Coffee And Ecology
Coffee became an integral part of our life. We drink coffee in the morning, on the way to work, and in the evening in our favorite coffee shop. We like to grab a cup of hot coffee during the walk or a promenade.
Coffee is considered an environmentally-friendly product but is it true? Maybe you harm the planet when to drink coffee just as much as when you’re eating a double-burger or riding a car.
It is important to figure out how our consumption habits affect the planet to be an environmentally-conscious person. And now it’s time to get a closer look at a coffee cup.
Coffee is grown in humid and sunny areas just where rainforests grow. Vast rainforest areas had been devastated and cut down to free the place for coffee plantations which viciously harm the environment and biodiversity of South America.
Coffee requires expanded areas just like animal farms
This factor makes coffee a not so environmentally-friendly product as many people think. Coffee beans are exported abroad to the different corners of the world leaving a huge carbon footprint. Further processing, roasting, and refining into instant coffee cause numerous environmental problems. The soil is depleted, water polluted and many dangerous chemical compounds are released into the atmosphere during roasting.
Our consumption habits include an enormous amount of disposable plastic items such as coffee cups, sticks, spoons, napkins, and sugar sticks.
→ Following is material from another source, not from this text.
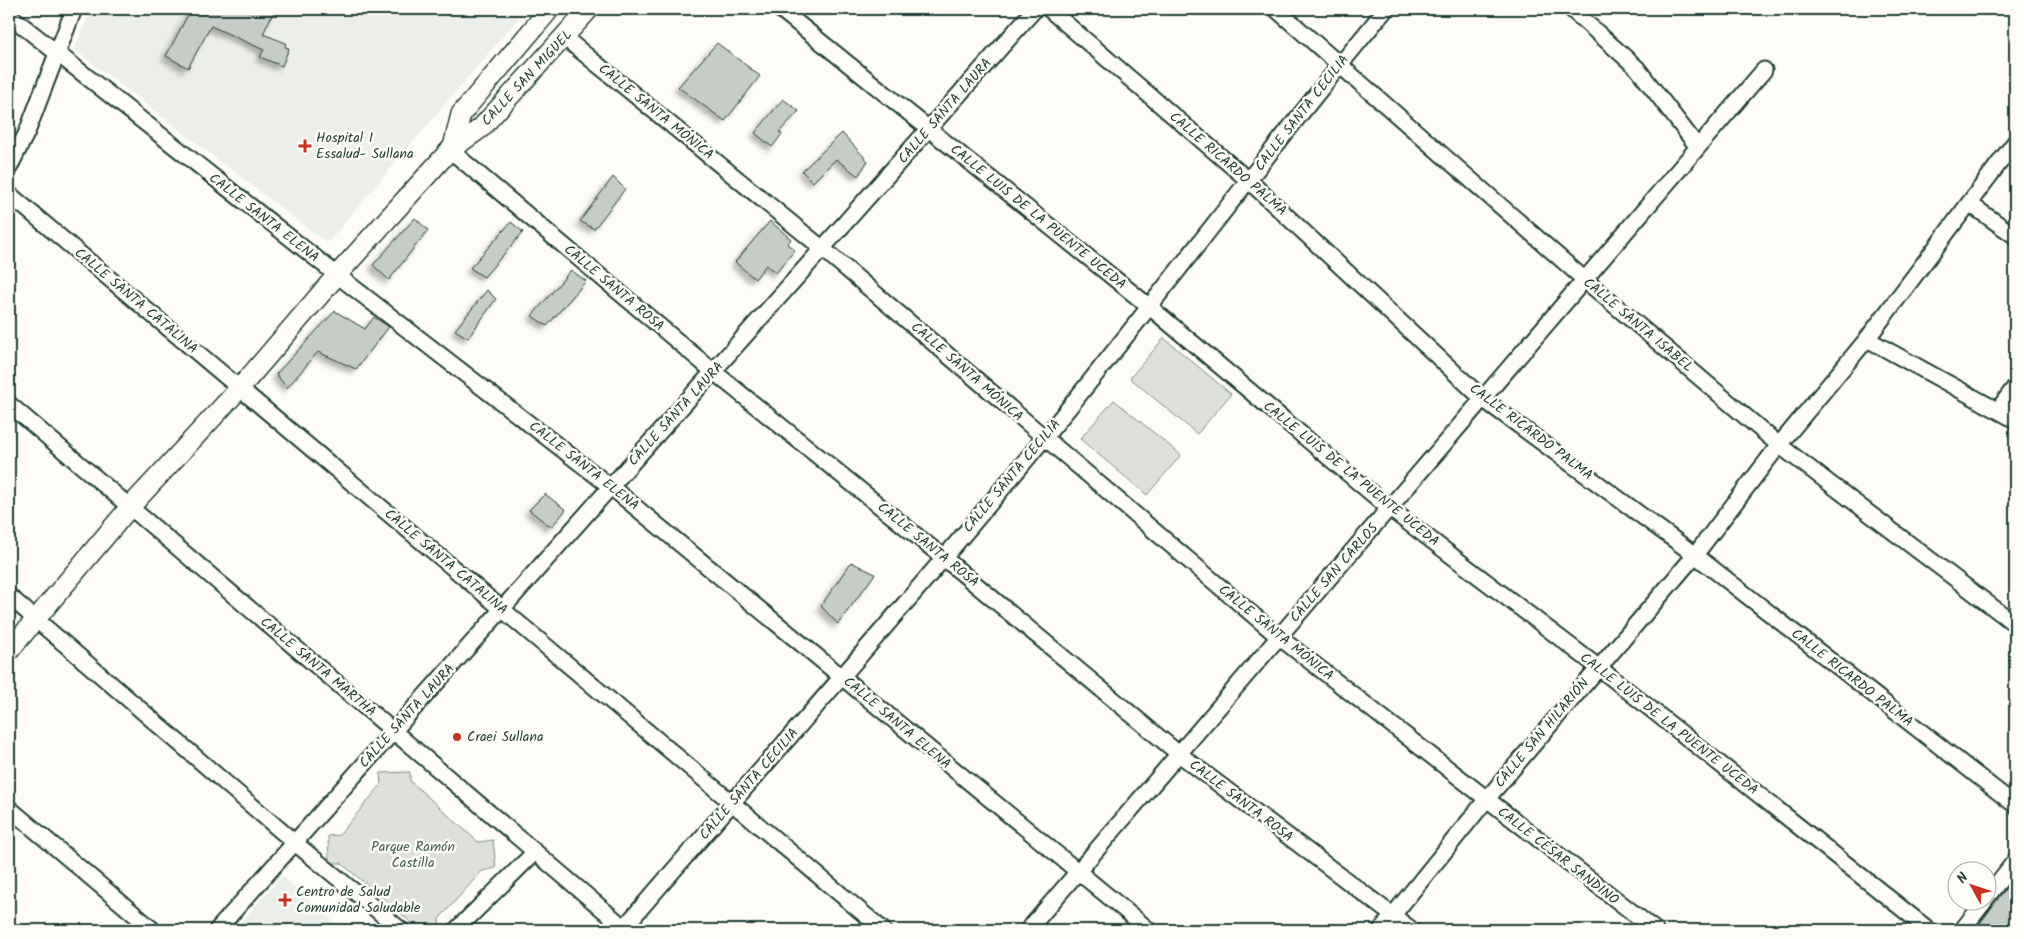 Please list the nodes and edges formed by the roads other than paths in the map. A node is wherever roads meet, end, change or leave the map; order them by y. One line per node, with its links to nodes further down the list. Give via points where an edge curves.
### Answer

One coffeeshop emits around thirty thousand coffee cups annually not mentioning the rest of the wastage. Paper cups are covered with a thin layer of plastic which poisoning a person who drinks hot coffee out of them.
Besides, coffee ground enters the sewage system and ends up in the rivers polluting and poisoning animals and nature.
There are several companies that grow coffee in a natural way. But there’s only a few of them and such a final product costs much more than regular coffee.
How to reduce the environmental harm from your coffee intake?
You can take several measures to reduce the environmental harm from your coffee intake. First, you need to reject disposable cutlery such as single-use cups and plastic cutlery. You can bring your own reusable cup and get a special discount.
Some coffee-based beverages include milk and cream. Such drinks have a fifty times bigger carbon footprint than regular black coffee has. You better choose plant-based milk than regular dairy to lower the environmental impact.
Coffee isn’t a necessary part of our lifestyle but since it became so common and habitual we need to reconsider our attitude to this drink. Namely – our way of consumption.